Messa in questi termini, si comprende come la poesia di Laura Canciani si inscriva nel contesto, presente nella poesia degli anni Novanta, della costruzione di un Canone alto e di un’interrogazione metafisica: la domanda sul senso dell’essere, in un moto di reazione interna all’egemonia del minimalismo e del Canone basso da quest’ultimo professato. Il genere lirico prescelto è la poesia-confessioe scandita sul metro base endecasillabo ipermetricamente normoaccentato ed il lessico è disincarnato, spolpato fino all’osso, fino a giungere ai confini di un idioletto impenetrabile e sontuosamente spoglio come una cattedrale gotica, con picchi assoluti, vertici aerei e fratture scoscese ed improvvise. A volte, immagini di una estenuata sensualità (“orchidee biancomemoria”) affiorano nell’esperienza perimetrale della soggettività monocratica.
“È un bosco reale / di orchidee biancomemoria: / adesso inciampo e cado, cado, / paura e percepire la caduta: / dietro ogni caduta si nasconde / un’avversione, anzi, l’avversario”, “Non guardo più dietro, / attenta ai segnali, tu non stai / attenta ai segnali: // voglio versare una sottile volontà / nel varco delle foglie”. La stessa abbondanza di pericoli esiziali che tramano la vicenda esistenziale di questa poesia, la dipinge come poesia che definirei dell’ontologia della crisi, quella particolare versione della crisi del tardo Moderno che abita la Parola poetica minacciata ed accerchiata dall’invasione dei linguaggi mediatici e minimali.
Ma il solipsismo della soggettività monocratica, parafrasando Schopenhauer, è una fortezza inespugnabile che può tranquillamente lasciarsi alle spalle l’esercito invasore del Moderno, con i lanzichenecchi della forma-merce verso cui questa poesia risulta osticamente avversa. Questa “controversia dei capelli”, questo combattimento iconoclasta ed iconologico contro la modernità invasiva, costituisce una invariante della ricerca poetica della Canciani. Affinché tutto cambi, occorre che nulla ne varietur, perché è falso e bugiardo dire che la poesia non cambia il mondo, la Parola della Canciani, inchiodata in impenetrabili profondità, rischia di abitare la “Verità” e quindi di cambiare se stessa: “Ho cambiato l’occhio. / Ora d’un tratto / vedo / che conduce a smascherarmi tutta / l’infermità in disordine, Instancabile…”.

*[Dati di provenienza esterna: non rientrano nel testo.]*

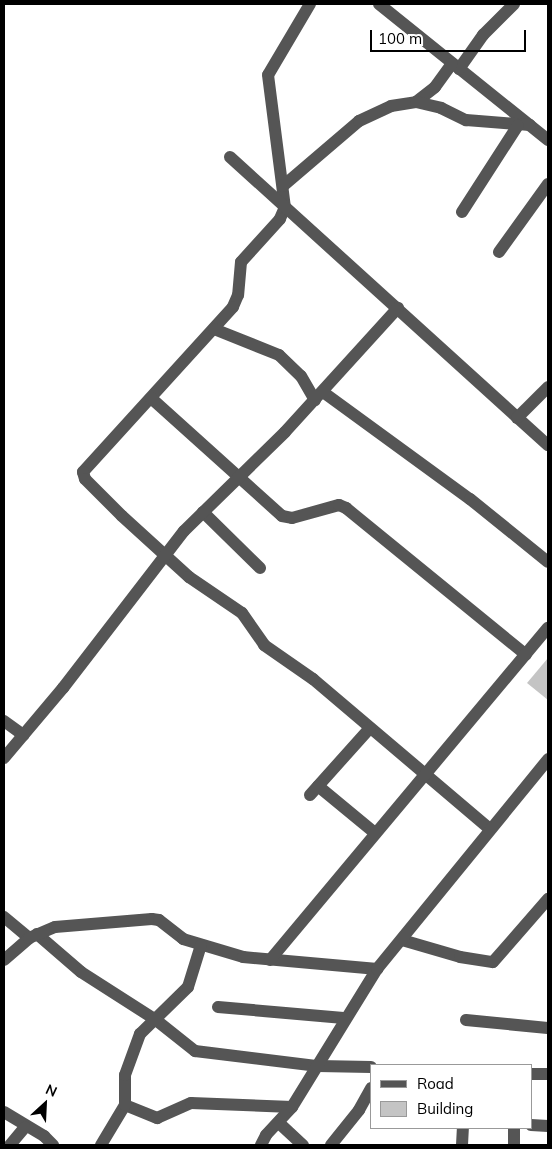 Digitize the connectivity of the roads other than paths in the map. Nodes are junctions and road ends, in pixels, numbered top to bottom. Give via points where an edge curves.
1 (310, 4) edge
2 (379, 4) edge
3 (514, 4) edge
4 (393, 8) edge
5 (456, 66) junction
6 (416, 102) junction
7 (524, 125) junction
8 (548, 140) edge
9 (230, 158) dead end
10 (548, 184) edge
11 (283, 186) junction
12 (285, 207) junction
13 (462, 212) dead end
14 (499, 252) dead end
15 (398, 308) junction
16 (214, 329) junction
17 (548, 387) edge
18 (319, 396) junction
19 (151, 398) junction
20 (517, 418) junction
21 (548, 445) edge
22 (239, 476) junction
23 (203, 512) junction
24 (165, 555) junction
25 (548, 562) edge
26 (260, 568) dead end
27 (548, 628) edge
28 (526, 655) junction
29 (4, 721) edge
30 (370, 728) junction
31 (23, 735) junction
32 (4, 758) edge
33 (548, 759) edge
34 (424, 774) junction
35 (490, 829) junction
36 (375, 833) junction
37 (548, 899) edge
38 (4, 917) edge
39 (33, 936) junction
40 (402, 940) junction
41 (201, 945) junction
42 (4, 960) edge
43 (270, 960) junction
44 (377, 969) junction
45 (218, 1007) dead end
46 (344, 1018) junction
47 (156, 1020) junction
48 (466, 1020) dead end
49 (548, 1028) edge
50 (318, 1066) junction
51 (370, 1067) edge
52 (532, 1074) edge
53 (548, 1074) edge
54 (370, 1092) edge
55 (125, 1105) junction
56 (292, 1107) junction
57 (365, 1110) edge
58 (4, 1112) edge
59 (279, 1124) junction
60 (532, 1125) edge
61 (548, 1126) edge
62 (25, 1127) junction
63 (464, 1129) edge
64 (514, 1129) edge
65 (10, 1145) edge
66 (53, 1145) edge
67 (101, 1145) edge
68 (261, 1145) edge
69 (303, 1145) edge
70 (331, 1145) edge
71 (462, 1145) edge
72 (514, 1145) edge

1 - 11 street via 268,75
2 - 4 street
3 - 5 street
4 - 5 street
5 - 6 street
5 - 7 street
6 - 7 street via 441,108 466,120
6 - 11 street via 381,110 359,121
7 - 8 street
7 - 13 street
9 - 12 street
10 - 14 street
11 - 12 street
12 - 15 street
12 - 16 street via 272,231 241,262 236,302
15 - 18 street
15 - 20 street
16 - 18 street via 280,355
16 - 19 street
17 - 20 street
18 - 22 street
18 - 25 street via 470,499
19 - 22 street
19 - 24 street via 83,472 85,479
20 - 21 street
22 - 23 street
22 - 28 street via 287,518 331,506 346,508
23 - 24 street
23 - 26 street
24 - 30 street via 196,583 242,613 264,645 313,679
24 - 31 street
27 - 28 street
28 - 34 street
29 - 31 street
30 - 34 street
30 - 36 street via 314,791
31 - 32 street
33 - 35 street
34 - 35 street
34 - 36 street
35 - 40 street
36 - 43 street
37 - 40 street via 493,962 460,958
38 - 39 street
39 - 41 street via 63,925 152,919 159,920 183,939
39 - 42 street
39 - 47 street via 107,990
40 - 44 street
41 - 43 street via 242,957
41 - 47 street via 192,981
43 - 44 street
44 - 46 street
45 - 46 street
46 - 50 street
47 - 50 street via 188,1047 202,1053
47 - 55 street via 143,1029 127,1068
48 - 49 street
50 - 51 street
50 - 56 street
52 - 53 street
54 - 57 street
55 - 56 street via 157,1118 190,1103
55 - 67 street
56 - 59 street
57 - 70 street
58 - 62 street
59 - 68 street via 266,1135
59 - 69 street
60 - 61 street
62 - 65 street
62 - 66 street via 44,1136
63 - 71 street
64 - 72 street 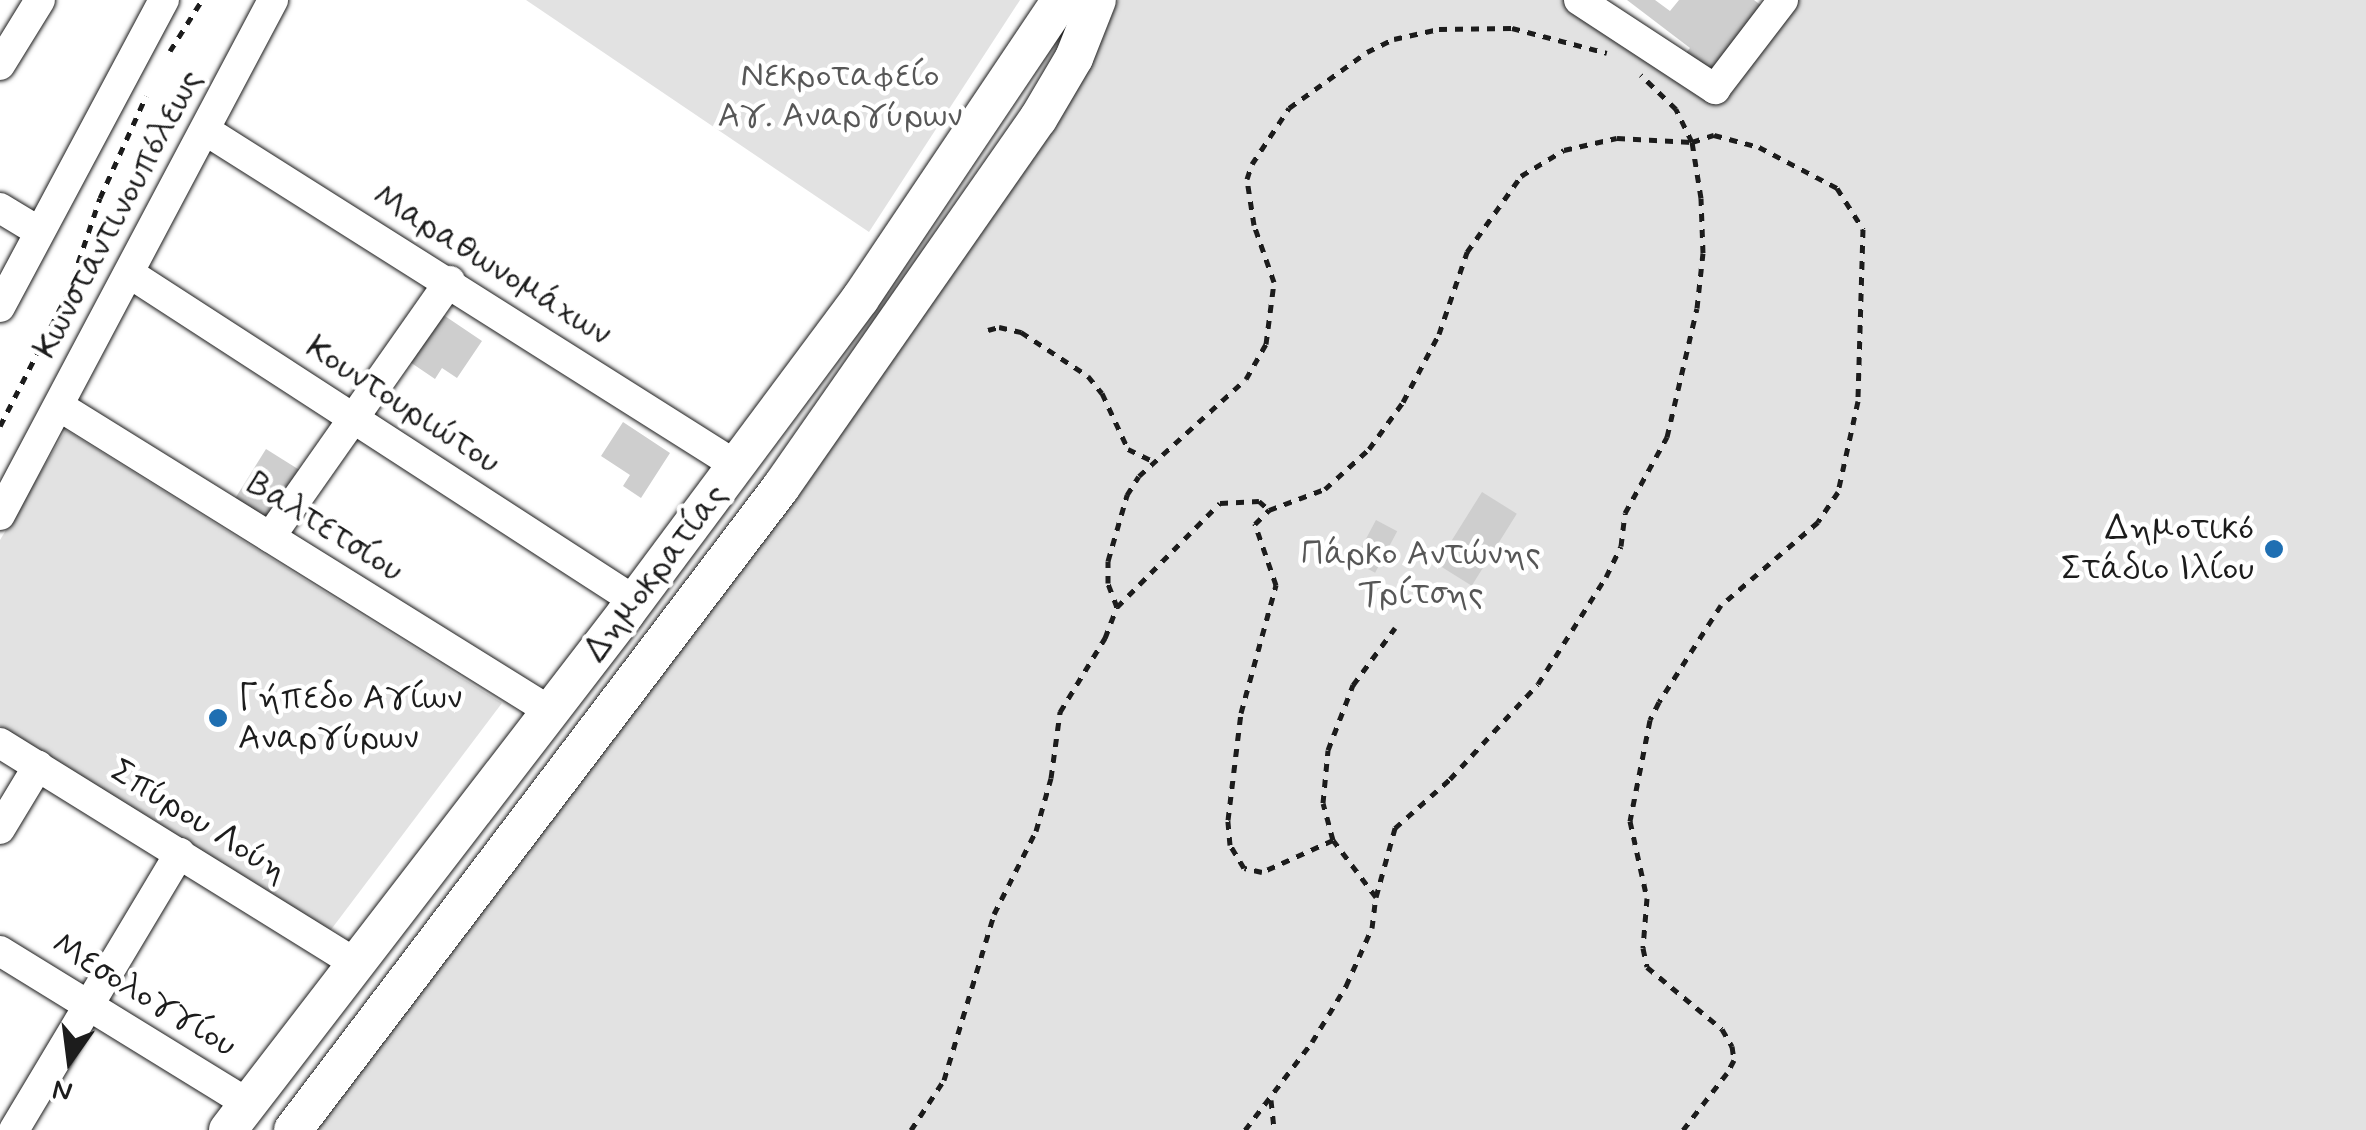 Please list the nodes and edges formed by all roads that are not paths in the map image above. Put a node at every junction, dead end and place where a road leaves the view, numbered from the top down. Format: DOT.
graph roads {
  1 [pos="40,0"];
  2 [pos="164,0"];
  3 [pos="273,0"];
  4 [pos="1061,0"];
  5 [pos="1097,0"];
  6 [pos="1579,0"];
  7 [pos="1783,0"];
  8 [pos="0,65"];
  9 [pos="205,130"];
  10 [pos="0,208"];
  11 [pos="38,230"];
  12 [pos="129,273"];
  13 [pos="450,282"];
  14 [pos="0,307"];
  15 [pos="59,406"];
  16 [pos="356,420"];
  17 [pos="737,466"];
  18 [pos="0,515"];
  19 [pos="270,537"];
  20 [pos="635,601"];
  21 [pos="550,711"];
  22 [pos="0,743"];
  23 [pos="38,766"];
  24 [pos="0,830"];
  25 [pos="180,854"];
  26 [pos="0,951"];
  27 [pos="357,964"];
  28 [pos="90,1004"];
  29 [pos="238,1117"];
  30 [pos="14,1130"];
  31 [pos="294,1130"];
  1 -- 8 [label="street"];
  2 -- 11 [label="street, Κωνσταντινουπόλεως"];
  3 -- 9 [label="street, Κωνσταντινουπόλεως"];
  4 -- 17 [label="main road, Δημοκρατίας"];
  5 -- 31 [label="main road, Δημοκρατίας"];
  6 -- 7 [label="street"];
  9 -- 12 [label="street, Κωνσταντινουπόλεως"];
  9 -- 13 [label="street, Μαραθωνομάχων"];
  10 -- 11 [label="street"];
  11 -- 14 [label="street, Κωνσταντινουπόλεως"];
  12 -- 15 [label="street, Κωνσταντινουπόλεως"];
  12 -- 16 [label="street, Κουντουριώτου"];
  13 -- 16 [label="street"];
  13 -- 17 [label="street, Μαραθωνομάχων"];
  15 -- 18 [label="street, Κωνσταντινουπόλεως"];
  15 -- 19 [label="street, Βαλτετσίου"];
  16 -- 19 [label="street"];
  16 -- 20 [label="street, Κουντουριώτου"];
  17 -- 20 [label="main road, Δημοκρατίας"];
  19 -- 21 [label="street, Βαλτετσίου"];
  20 -- 21 [label="main road, Δημοκρατίας"];
  21 -- 27 [label="main road, Δημοκρατίας"];
  22 -- 23 [label="street, Σπύρου Λούη"];
  23 -- 24 [label="street"];
  23 -- 25 [label="street, Σπύρου Λούη"];
  25 -- 27 [label="street, Σπύρου Λούη"];
  25 -- 28 [label="street"];
  26 -- 28 [label="street, Μεσολογγίου"];
  27 -- 29 [label="main road, Δημοκρατίας"];
  28 -- 29 [label="street, Μεσολογγίου"];
  28 -- 30 [label="street"];
}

Cito la poesia d’apertura di Lo stesso angelo (Roma, 1998):


La soglia sottratta
genera
omissioni ostruenti:
è la sosta putativa che
muove all’alleanza inclinata
negli spazi
– aguzza posizione di esordio.


Nell’indefinibile diritto d’ingresso
com’è difficile la parola
a penetrare, ad attecchire sul palmo
l’erba lungimirante.
Appesa a un filo di febbre
l’attesa esulta
intuizioni indifese.
Che questa poesia risponda con la propria sondata smaterializzazione dirimpetto alla durezza dell’essere e al suo interminabile indebolimento è un fatto inoppugnabile che emerge da subito nel titolo: Reato di parola. Perché v’è reato la dove c’è la parola, e la Parola inequivoca, se attinta, rappresenta il Reato massimo: la Parola sfida così il limite dell’indicibile, ed è autentica soltanto nell’àlea di questa scommessa locutoria. L’enunciato sfida il non enunciabile a venire allo scoperto, alla luce: “Veloce come slitta sulla neve / poesia / che ho sempre amato, scontrosa”.